Talent is a dog from hell

Millichamp & Hall's retro bat brought to mind Mark Lathwell, who used to use one. If you ever read Mark Lathwell's name now, it's almost always in connection with one theme: lost promise, missed opportunity, a talent gone to waste.

Lathwell's professional life turned on one glorious year when he was 21. He got into the Somerset side, and made 175 for England A against Tasmania. It was an innings that had everyone who saw it drooling, including England's chief selector Ted Dexter who went into the pavilion afterwards to congratulate him. Wisden wrote, 'Not since David Gower has a youngster quickened the pulse like Lathwell'.

He was called into a stumbling England side to play Australia just as the hot streak in his batting cooled in the summer of 1993. He played two Tests and scored 20, 33, 0 and 25, not the worst start, especially for an England player, especially against Australia. But he was dropped, and that was essentially it. The first 'whatever happened to Mark Lathwell' article came out in the Independent in 1996. By 2001, aged just 30, disillusioned and beaten, he retired. 
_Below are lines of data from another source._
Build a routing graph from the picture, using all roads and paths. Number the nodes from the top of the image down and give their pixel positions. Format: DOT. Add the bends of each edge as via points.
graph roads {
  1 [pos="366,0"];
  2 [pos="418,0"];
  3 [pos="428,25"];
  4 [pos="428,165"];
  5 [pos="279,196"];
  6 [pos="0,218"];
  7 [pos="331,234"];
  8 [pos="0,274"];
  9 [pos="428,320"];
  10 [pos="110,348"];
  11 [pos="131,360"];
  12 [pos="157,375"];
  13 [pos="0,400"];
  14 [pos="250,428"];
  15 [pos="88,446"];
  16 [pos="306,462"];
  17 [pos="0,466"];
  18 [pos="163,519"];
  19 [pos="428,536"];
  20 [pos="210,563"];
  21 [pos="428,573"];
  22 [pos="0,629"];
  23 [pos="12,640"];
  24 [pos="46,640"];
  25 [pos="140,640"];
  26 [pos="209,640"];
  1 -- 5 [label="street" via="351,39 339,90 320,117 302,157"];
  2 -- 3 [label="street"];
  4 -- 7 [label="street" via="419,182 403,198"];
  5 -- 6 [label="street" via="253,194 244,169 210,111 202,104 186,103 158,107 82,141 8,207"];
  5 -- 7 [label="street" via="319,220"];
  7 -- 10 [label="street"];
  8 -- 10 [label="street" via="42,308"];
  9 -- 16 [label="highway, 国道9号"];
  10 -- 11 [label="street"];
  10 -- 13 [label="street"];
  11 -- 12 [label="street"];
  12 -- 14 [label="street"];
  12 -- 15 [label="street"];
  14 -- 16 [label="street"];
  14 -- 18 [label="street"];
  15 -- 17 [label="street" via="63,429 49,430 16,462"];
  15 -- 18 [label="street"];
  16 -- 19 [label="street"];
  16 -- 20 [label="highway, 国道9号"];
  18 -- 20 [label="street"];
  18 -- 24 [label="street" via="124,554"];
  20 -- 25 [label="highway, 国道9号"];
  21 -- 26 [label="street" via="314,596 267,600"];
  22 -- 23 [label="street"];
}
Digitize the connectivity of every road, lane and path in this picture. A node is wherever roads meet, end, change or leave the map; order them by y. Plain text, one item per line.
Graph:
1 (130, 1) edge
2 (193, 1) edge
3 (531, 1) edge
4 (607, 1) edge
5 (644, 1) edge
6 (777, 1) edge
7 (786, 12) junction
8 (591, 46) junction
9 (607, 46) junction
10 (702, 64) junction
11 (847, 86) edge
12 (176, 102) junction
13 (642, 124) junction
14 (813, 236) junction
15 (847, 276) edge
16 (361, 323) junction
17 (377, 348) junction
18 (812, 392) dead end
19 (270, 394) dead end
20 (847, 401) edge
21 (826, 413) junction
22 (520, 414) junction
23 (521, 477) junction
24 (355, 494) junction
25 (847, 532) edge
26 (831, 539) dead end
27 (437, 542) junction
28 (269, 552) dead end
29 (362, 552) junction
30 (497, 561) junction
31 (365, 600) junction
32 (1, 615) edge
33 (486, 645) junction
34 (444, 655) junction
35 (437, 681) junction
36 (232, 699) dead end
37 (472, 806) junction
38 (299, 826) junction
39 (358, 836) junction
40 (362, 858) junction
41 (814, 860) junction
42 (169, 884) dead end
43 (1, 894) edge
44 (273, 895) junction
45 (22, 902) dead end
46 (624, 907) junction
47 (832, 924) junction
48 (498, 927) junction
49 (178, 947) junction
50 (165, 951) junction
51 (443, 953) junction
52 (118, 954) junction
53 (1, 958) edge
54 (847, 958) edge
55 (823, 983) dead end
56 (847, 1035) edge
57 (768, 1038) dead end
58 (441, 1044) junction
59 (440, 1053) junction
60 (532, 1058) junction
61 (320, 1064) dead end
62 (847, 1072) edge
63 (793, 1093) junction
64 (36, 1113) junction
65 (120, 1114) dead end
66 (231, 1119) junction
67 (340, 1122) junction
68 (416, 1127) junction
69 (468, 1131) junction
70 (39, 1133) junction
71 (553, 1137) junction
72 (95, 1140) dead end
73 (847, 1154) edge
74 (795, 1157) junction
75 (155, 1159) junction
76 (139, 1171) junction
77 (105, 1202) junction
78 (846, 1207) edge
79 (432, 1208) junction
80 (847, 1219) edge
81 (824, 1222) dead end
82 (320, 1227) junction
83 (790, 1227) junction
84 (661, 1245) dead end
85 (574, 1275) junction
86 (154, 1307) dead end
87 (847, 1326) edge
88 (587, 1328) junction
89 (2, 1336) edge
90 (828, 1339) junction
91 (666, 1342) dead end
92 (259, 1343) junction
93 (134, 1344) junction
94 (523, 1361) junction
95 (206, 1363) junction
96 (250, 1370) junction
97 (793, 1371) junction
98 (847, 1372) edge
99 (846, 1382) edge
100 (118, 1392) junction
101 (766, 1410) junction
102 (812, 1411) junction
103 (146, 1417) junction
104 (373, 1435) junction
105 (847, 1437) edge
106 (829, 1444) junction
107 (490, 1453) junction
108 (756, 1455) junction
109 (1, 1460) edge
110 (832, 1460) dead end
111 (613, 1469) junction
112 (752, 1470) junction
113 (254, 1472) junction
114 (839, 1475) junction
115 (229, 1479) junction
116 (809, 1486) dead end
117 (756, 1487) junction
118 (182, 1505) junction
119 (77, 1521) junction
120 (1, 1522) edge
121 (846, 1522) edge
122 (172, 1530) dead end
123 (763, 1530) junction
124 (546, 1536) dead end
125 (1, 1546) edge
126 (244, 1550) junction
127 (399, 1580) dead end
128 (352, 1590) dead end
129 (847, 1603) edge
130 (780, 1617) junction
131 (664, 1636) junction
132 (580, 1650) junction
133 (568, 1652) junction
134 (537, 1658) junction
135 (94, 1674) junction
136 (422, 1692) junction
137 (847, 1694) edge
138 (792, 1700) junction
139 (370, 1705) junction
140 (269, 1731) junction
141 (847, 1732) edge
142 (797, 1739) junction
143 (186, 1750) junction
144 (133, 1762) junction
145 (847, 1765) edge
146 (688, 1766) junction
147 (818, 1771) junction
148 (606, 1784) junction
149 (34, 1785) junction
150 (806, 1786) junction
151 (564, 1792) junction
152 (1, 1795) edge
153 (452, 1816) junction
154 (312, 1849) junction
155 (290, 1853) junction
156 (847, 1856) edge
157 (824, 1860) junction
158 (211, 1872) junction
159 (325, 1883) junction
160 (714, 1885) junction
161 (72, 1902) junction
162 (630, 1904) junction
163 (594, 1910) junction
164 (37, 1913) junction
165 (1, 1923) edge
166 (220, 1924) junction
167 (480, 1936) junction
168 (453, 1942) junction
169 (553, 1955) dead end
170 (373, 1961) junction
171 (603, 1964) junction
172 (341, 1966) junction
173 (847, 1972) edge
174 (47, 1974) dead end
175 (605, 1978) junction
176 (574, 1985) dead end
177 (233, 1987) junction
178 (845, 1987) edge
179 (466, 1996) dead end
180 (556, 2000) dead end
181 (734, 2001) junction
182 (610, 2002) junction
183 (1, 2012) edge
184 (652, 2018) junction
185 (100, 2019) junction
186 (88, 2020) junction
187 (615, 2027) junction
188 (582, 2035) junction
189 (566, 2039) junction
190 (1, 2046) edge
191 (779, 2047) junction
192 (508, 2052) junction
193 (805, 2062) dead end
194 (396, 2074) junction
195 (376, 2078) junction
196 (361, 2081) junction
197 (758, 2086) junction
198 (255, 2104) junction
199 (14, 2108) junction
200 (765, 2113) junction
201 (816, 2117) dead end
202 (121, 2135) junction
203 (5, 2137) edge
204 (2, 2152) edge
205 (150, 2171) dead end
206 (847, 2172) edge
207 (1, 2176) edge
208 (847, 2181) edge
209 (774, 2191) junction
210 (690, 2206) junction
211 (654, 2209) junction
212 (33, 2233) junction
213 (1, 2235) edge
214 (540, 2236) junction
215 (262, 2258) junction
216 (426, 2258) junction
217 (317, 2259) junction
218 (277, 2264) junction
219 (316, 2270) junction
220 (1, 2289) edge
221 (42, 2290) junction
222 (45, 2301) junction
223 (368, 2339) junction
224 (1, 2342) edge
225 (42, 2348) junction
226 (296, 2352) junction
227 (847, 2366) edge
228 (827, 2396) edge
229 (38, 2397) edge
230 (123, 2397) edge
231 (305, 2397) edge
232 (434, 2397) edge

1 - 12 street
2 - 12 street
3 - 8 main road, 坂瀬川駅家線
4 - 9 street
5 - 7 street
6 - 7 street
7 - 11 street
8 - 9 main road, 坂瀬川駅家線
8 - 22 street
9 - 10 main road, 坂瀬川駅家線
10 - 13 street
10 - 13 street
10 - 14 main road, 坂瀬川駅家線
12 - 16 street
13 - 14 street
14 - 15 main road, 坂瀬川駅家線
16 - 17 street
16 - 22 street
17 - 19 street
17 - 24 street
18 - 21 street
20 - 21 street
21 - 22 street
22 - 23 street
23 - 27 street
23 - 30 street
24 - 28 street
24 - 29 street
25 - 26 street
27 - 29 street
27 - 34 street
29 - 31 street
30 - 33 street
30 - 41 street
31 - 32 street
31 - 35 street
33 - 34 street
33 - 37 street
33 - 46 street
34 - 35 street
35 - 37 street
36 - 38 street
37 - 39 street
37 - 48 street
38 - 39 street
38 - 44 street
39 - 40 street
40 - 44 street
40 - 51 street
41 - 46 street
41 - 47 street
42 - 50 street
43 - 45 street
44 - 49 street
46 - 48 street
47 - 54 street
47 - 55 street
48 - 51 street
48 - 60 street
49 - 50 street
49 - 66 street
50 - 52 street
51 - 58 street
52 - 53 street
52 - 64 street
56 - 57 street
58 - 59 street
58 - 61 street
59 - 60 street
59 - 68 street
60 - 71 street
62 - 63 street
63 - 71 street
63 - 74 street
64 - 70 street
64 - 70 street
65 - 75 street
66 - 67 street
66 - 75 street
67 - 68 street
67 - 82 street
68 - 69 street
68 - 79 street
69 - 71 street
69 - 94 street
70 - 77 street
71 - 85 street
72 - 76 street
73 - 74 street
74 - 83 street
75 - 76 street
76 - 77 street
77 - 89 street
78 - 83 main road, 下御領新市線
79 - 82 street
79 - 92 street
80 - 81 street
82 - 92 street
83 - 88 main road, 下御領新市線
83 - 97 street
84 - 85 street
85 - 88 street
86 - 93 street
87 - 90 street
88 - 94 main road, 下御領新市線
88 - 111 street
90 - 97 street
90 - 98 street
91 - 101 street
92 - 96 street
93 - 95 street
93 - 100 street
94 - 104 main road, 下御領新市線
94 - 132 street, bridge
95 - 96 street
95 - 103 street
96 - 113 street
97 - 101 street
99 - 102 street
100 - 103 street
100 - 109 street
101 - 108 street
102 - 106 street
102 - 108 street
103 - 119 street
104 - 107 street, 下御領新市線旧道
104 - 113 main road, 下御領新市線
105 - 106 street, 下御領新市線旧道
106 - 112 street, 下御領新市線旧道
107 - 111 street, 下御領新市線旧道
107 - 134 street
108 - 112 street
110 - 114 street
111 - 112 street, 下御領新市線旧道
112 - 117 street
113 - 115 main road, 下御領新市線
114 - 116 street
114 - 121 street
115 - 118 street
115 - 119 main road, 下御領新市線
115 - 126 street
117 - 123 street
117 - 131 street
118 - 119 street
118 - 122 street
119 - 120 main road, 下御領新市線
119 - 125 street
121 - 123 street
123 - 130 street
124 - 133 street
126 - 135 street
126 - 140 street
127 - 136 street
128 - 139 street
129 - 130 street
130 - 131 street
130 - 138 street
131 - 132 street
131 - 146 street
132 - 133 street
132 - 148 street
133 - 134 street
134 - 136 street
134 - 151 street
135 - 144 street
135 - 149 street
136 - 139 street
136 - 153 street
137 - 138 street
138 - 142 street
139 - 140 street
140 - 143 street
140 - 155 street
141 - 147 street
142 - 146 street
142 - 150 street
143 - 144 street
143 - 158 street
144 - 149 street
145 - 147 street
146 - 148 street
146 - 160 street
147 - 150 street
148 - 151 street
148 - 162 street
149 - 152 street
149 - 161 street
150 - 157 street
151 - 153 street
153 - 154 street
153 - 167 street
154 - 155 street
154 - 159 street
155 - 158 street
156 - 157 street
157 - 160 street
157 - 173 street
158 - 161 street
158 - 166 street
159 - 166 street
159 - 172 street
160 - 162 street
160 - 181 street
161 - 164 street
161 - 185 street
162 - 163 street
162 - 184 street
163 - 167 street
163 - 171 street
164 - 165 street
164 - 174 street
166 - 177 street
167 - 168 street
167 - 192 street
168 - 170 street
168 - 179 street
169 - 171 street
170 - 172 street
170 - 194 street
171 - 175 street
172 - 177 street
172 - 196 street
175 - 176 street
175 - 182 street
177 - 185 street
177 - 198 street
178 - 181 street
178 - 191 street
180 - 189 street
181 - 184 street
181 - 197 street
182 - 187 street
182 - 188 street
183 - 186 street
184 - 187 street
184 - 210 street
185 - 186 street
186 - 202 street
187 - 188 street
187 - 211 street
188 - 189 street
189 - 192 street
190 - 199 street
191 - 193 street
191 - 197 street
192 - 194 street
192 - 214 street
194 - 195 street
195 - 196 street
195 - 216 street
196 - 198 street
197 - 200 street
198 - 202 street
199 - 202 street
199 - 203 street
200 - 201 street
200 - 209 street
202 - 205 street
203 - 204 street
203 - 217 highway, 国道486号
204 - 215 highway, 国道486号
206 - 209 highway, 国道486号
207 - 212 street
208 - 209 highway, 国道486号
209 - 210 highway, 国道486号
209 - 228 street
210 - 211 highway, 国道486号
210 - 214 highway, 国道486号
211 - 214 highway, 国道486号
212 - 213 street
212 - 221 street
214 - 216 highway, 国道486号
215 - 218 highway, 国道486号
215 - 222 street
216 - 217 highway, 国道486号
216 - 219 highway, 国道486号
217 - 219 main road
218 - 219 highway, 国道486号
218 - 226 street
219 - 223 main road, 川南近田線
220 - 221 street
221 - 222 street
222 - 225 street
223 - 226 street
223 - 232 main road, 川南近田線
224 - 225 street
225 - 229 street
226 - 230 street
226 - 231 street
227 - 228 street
Seven years on, he still appears in pieces like the Observer's 'Top 10 Squandered Talents' (there's a headline to make you feel good about yourself: also on the list, Gazza and Graeme Hick). But lists like this have just one notion of talent - that someone makes something look easy, or more accurately, that however well they do, they look like they should be doing better. They also tend to focus on early promise.

Just recently, 'thinker' Malcolm Gladwell and Ed 'ET' Smith have touched on developmental theories that affect the perception of talent, in particular one that suggests that most Premiership footballers are born in the autumn, thus giving them advantages throughout the various age group competitions as they grow up. 

These studies focus on physical development. Mark Lathwell, like Graeme Hick, just had a diffident nature, something they will always have. Hick said to the Guardian, 'My kids have become more aware of my career. They watched my retirement being announced on the news and my son just said, 'that's my dad', and he came and sat next to me and he held me. And he wouldn't let go for the next hour. I sat there thinking, Of course I would like to have scored 30 Test hundreds but I might not be the person that I am if I'd done that.'

It's hard to know too how theories account for late developers. When Kevin Pietersen was 21, his was the name on no-one's lips. He didn't appear to be the kind of guy who could one day switch hit Murali in a Test match. 

Talent comes out, but it's an ineffable quality, subject to other forces. To say Mark Lathwell squandered his, and Hick his, just betrays a lack of understanding of what talent is. They got as far as they could get. That's not the sadness of Mark Lathwell's career. The sadness is that he'll forever be appearing on those lists when he doesn't deserve to. He used a nice bat, too.